I. A despeito dos outros requisitos, para se configurar impresso personalizado, é condição essencial que o impresso não seja objeto de operação de circulação de mercadoria posterior. O impresso deve ser de uso exclusivo do encomendante.

II. Se a atividade de estampagem (serigrafia) é efetuada sobre mercadoria destinada a posterior comercialização, tratar-se-á de industrialização resultando em operação de circulação de mercadoria que não se caracteriza como impresso personalizado e está sujeita à incidência do ICMS. Já se a atividade gráfica é efetuada sobre bem pertencente à usuário final, tratar-se-á de prestação de serviço, potencialmente sujeita ao ISS.

Relato

1. A Consulente, contribuinte enquadrada no Regime Periódico de Apuração (RPA), que declara no Cadastro de Contribuintes do ICMS do Estado de São Paulo (CADESP) exercer, como atividade principal, a “impressão de material para outros usos” (CNAE 18.13-0/99) e, dentre as atividades secundárias, o “comércio varejista de artigos do vestuário e acessórios” (CNAE 47.81-4/00), informa que recebe de consumidor final item de vestuário (camisetas classificadas no código 6109.90.00 da Nomenclatura Comum do Mercosul - NCM) para realizar a impressão de estampagem gráfica com tinta (serigrafia ou “silk screen”).

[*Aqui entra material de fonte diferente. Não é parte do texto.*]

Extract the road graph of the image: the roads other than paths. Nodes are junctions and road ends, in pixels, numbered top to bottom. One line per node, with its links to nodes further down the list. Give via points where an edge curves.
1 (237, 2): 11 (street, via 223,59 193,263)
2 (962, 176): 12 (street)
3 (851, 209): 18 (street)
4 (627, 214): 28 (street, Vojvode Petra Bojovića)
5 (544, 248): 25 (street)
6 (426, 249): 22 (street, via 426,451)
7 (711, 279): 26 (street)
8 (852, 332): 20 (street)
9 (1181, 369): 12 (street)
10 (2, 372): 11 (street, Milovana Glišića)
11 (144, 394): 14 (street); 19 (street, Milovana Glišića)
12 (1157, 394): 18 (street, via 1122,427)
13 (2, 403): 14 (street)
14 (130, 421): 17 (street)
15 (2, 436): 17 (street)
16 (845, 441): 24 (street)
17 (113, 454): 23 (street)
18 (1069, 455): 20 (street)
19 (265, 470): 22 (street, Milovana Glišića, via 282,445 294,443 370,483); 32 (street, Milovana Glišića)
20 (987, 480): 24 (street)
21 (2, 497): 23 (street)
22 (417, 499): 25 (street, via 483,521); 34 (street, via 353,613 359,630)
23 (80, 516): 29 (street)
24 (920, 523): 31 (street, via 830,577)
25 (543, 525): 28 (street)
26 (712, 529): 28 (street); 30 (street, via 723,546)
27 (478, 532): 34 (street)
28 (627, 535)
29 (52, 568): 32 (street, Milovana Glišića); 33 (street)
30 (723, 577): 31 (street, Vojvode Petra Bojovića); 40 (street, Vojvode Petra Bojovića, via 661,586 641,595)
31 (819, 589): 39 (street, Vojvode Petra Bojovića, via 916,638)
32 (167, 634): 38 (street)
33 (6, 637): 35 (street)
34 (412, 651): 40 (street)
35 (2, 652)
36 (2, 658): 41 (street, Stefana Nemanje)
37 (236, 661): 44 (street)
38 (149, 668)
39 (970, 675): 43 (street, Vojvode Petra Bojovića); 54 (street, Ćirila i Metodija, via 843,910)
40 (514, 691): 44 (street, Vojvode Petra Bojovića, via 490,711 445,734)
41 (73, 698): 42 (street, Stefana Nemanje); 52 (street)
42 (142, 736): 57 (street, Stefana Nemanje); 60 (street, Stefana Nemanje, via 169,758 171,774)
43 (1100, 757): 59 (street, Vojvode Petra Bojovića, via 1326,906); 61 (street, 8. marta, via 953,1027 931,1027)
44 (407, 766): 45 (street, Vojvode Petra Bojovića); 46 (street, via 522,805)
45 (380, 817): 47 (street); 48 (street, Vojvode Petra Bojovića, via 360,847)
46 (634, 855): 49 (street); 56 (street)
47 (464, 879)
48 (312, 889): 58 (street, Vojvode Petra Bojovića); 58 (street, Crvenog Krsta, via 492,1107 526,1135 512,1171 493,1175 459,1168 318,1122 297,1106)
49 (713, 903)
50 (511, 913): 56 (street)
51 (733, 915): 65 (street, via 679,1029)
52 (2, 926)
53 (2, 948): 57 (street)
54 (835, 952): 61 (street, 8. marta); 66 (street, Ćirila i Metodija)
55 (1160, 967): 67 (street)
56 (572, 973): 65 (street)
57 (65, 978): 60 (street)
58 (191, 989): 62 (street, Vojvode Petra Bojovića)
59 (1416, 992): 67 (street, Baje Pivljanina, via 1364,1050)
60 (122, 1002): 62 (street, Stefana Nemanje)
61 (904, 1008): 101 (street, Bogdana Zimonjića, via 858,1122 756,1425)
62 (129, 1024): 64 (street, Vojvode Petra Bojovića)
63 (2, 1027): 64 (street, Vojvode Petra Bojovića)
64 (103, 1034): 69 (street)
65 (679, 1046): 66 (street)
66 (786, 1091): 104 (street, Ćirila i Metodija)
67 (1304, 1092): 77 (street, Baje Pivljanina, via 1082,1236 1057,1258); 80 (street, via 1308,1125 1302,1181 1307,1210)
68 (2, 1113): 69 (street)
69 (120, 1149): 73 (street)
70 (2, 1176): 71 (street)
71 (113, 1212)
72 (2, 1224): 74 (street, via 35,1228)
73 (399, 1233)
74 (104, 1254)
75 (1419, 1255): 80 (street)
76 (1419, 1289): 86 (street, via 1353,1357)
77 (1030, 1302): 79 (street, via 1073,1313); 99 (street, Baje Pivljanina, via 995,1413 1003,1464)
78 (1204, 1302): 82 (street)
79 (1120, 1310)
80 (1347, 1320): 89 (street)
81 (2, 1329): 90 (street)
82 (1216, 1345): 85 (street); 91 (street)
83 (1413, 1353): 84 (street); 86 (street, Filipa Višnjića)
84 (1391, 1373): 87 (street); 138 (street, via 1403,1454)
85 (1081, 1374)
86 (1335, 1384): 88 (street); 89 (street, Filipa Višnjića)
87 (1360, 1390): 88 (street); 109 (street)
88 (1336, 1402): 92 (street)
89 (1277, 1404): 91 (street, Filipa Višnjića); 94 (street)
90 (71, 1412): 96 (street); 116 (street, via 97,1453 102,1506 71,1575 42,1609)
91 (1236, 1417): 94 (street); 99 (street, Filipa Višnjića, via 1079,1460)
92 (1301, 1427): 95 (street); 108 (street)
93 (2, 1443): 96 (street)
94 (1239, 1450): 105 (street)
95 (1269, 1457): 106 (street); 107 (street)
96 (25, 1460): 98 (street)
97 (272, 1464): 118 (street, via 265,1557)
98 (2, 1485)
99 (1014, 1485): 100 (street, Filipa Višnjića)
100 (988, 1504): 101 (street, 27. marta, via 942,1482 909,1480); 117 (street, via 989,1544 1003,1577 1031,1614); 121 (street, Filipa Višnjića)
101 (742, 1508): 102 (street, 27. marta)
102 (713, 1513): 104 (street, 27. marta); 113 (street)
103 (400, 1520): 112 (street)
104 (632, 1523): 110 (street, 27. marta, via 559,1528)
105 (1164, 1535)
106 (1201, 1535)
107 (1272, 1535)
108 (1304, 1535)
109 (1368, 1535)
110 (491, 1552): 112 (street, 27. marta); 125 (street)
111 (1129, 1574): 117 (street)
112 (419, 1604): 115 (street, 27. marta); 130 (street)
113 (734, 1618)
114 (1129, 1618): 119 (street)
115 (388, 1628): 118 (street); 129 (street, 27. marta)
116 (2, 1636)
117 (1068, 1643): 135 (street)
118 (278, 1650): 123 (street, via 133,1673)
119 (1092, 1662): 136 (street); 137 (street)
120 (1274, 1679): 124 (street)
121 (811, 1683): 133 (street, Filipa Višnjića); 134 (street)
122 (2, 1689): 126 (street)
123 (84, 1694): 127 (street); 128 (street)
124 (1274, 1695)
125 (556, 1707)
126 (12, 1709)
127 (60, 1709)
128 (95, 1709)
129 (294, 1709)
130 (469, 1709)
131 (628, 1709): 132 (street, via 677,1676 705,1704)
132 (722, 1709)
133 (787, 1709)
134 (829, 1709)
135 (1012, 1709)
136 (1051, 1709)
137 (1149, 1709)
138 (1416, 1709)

2. Ante o exposto, considerando que, após a realização do processo de estampagem, as camisetas são retornadas ao encomendante, questiona se tal atividade é considerada como uma industrialização por encomenda, sob a incidência do ICMS, ou uma prestação de serviço, ao abrigo do ISS.

Interpretação

3. Do relato, é possível depreender que a Consulente recebe peças de vestuário (camisetas – NCM 6109.90.00) remetidas por encomendante consumidor final, para realização de processo de estampagem sob a técnica de serigrafia com tinta, retornando o produto ao encomendante após a realização da impressão gráfica personalizada. Nesse compasso, antes de se adentrar na situação de fato, são necessárias algumas considerações teóricas sobre o tema considerando a atuação da Consulente enquanto indústria gráfica.

4. Destaca-se que a questão jurídica dos impressos personalizados gira em torno da correta delimitação do campo de incidência do ICMS, imposto de competência estadual, e do Imposto sobre Serviços de Qualquer Natureza (ISS), de competência municipal. Trata-se, portanto, de eventual conflito de competência tributária.

5. Nos casos relacionados a supostos conflitos de competência tributária, esse órgão consultivo tem expedido o entendimento de que a Constituição Federal de 1988, em linhas gerais, repartiu entre os entes federativos a competência da tributação sobre o consumo em função da etapa do ciclo econômico em que a atividade se encontra: industrial (União); comercial (Estados e Distrito Federal); e prestação de serviços (Municípios e Distrito Federal).

6. A Constituição Federal de 1988 dispõe, em seu artigo 155, inciso II, que aos Estados compete a tributação sobre as operações relativas à circulação de mercadoria e sobre a prestação dos serviços de transporte interestadual e intermunicipal e de comunicação e, em seu artigo 156, inciso III, que aos Municípios compete a tributação sobre os serviços de qualquer natureza, não compreendidos no artigo 155, inciso II, e definidos em lei complementar.

7. Diante disso, dois requisitos mínimos são exigidos para que se considere determinada prestação de serviço abrangida pela competência municipal: (i) o serviço não pode estar compreendido no campo de incidência do imposto estadual; e (ii) o serviço deve estar previsto em lei complementar.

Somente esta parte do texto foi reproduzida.